The practical outcomes of the study still need various questions to be answered in further studies. While instructors/riders may be aware of dominance ranks in their group of horses, during daily tasks, there may be possible confounding factors, such as the number of horses during each class, as usually there are no pairs, but multiple horses in the same arena. Also, the presence of people can influence horse behaviour, like the instructors who decide about the horses in line or tasks to do. Moreover, the horses should be trained to work with other horses. Based on their experience, the instructors have to warn the naïve or begging riders about a potential risk of conflict between given horses. Also, it is interesting how the experienced rider’s high control of the horse’s behaviour may influence the possible dominance-related signals or behaviour during the ride.

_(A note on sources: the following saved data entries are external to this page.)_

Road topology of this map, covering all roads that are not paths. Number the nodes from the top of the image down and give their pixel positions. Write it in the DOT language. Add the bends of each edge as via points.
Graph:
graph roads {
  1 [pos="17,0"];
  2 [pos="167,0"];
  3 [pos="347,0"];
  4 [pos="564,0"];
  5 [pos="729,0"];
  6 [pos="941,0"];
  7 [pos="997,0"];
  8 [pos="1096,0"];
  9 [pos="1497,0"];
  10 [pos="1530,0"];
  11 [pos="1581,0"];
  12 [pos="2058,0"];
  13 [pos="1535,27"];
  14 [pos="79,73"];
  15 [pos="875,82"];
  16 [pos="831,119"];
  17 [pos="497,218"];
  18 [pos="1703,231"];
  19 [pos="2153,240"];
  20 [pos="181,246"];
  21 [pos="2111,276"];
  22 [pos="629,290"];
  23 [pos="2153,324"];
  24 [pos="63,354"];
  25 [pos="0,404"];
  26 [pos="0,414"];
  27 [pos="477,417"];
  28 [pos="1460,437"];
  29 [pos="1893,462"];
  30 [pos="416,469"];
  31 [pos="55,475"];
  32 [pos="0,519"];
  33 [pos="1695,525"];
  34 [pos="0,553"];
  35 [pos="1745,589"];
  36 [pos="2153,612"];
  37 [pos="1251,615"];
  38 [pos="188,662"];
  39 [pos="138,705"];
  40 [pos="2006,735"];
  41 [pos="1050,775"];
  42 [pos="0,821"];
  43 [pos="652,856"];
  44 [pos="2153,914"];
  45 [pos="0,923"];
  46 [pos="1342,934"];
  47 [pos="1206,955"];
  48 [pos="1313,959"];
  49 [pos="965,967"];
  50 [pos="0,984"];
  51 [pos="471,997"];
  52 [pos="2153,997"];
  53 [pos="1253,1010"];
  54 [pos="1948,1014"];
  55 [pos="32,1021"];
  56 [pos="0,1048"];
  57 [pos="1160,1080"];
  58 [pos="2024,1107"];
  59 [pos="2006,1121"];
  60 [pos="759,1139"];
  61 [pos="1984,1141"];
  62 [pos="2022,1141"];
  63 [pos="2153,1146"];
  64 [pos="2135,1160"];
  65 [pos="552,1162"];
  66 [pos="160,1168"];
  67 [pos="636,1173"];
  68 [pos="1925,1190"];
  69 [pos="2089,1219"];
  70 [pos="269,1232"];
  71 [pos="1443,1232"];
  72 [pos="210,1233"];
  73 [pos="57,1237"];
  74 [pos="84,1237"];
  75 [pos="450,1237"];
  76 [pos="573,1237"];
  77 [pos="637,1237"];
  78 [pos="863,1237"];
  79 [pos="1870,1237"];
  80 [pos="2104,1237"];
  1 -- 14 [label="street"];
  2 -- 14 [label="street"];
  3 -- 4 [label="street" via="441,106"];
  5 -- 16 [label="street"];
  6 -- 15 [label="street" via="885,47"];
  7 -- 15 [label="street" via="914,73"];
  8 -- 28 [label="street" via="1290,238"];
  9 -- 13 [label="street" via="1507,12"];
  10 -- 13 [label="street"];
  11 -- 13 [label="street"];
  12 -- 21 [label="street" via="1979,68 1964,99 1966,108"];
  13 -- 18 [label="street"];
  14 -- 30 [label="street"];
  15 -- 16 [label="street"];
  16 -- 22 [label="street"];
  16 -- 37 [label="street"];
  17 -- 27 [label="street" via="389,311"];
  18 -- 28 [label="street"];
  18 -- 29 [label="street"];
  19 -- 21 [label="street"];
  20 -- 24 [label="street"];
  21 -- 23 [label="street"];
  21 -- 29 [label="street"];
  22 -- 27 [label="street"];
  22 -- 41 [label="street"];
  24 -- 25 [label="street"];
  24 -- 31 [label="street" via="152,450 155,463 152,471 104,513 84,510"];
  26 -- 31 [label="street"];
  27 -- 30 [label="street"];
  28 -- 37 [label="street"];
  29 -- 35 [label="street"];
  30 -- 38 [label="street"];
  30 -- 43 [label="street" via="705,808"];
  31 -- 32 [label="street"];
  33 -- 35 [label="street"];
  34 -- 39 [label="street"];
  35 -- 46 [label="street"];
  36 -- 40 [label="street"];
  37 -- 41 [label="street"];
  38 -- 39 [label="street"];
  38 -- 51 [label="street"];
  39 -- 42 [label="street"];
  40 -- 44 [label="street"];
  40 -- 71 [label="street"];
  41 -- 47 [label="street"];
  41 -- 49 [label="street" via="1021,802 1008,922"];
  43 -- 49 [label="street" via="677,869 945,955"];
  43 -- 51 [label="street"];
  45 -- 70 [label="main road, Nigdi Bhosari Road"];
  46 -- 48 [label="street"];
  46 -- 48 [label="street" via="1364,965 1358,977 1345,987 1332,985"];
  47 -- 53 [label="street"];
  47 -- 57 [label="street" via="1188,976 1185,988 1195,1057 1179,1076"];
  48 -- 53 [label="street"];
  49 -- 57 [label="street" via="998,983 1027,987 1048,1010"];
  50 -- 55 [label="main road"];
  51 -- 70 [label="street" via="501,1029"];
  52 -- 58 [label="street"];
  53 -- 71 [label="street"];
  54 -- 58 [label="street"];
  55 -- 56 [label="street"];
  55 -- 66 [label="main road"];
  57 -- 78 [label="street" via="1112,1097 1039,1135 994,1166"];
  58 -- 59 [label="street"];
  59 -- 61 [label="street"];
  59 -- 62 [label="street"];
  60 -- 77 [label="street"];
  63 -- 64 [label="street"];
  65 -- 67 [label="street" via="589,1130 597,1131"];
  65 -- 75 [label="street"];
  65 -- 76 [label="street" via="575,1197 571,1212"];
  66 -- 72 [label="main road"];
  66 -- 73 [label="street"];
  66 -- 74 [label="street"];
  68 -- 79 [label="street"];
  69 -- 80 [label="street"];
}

The main limitation of this study is using a pair test, as its results may not represent the complicated structure of the equine group. Despite the feed competition test being criticised for producing dominance rank results that do not reflect the true relationships in the whole group [9,40,41] or the specific conditions of working with horses in the riding centre involving a rider-horse adjusted selection of the horses for the group rides, it was chosen because it provides information closest to riding centre conditions. Moreover, since the dominance relationship was defined as “the pattern of repeated, agonistic interactions between two individuals characterised by the number and default yielding response of the opponent rather than escalation” [42], and was used in studies on horses [8,9,13,41], it was decided to apply it in the present study. Also, the linear order of social dominance may not represent a true social net in horses. However, it was the simplest method of assessing dominance for raters.

5. Conclusions

The current study confirmed the abilities of practitioners to categorise the horses under their care according to their social interactions. The practitioners with appropriate education and practice were consistent in their ratings, which makes them appropriately prepared for their work in teaching equitation, assuring the safety of both riders and horses. Given the progressing automatization of farm animal behaviour assessment [43], the attentive observation of the animal by its caretaker cannot be overvalued. However, in any case of human assessment of animal behaviour, we should always be aware that we can miss a range of signals that are not available to human senses, and classifications of any type may bear our human-skewed interpretations.

An interesting outcome of the present study is the rolling observed in horses denied feeding by their more dominant counterparts. This behaviour in such a situation may be proposed as frustration-releasing (redirected) behaviour.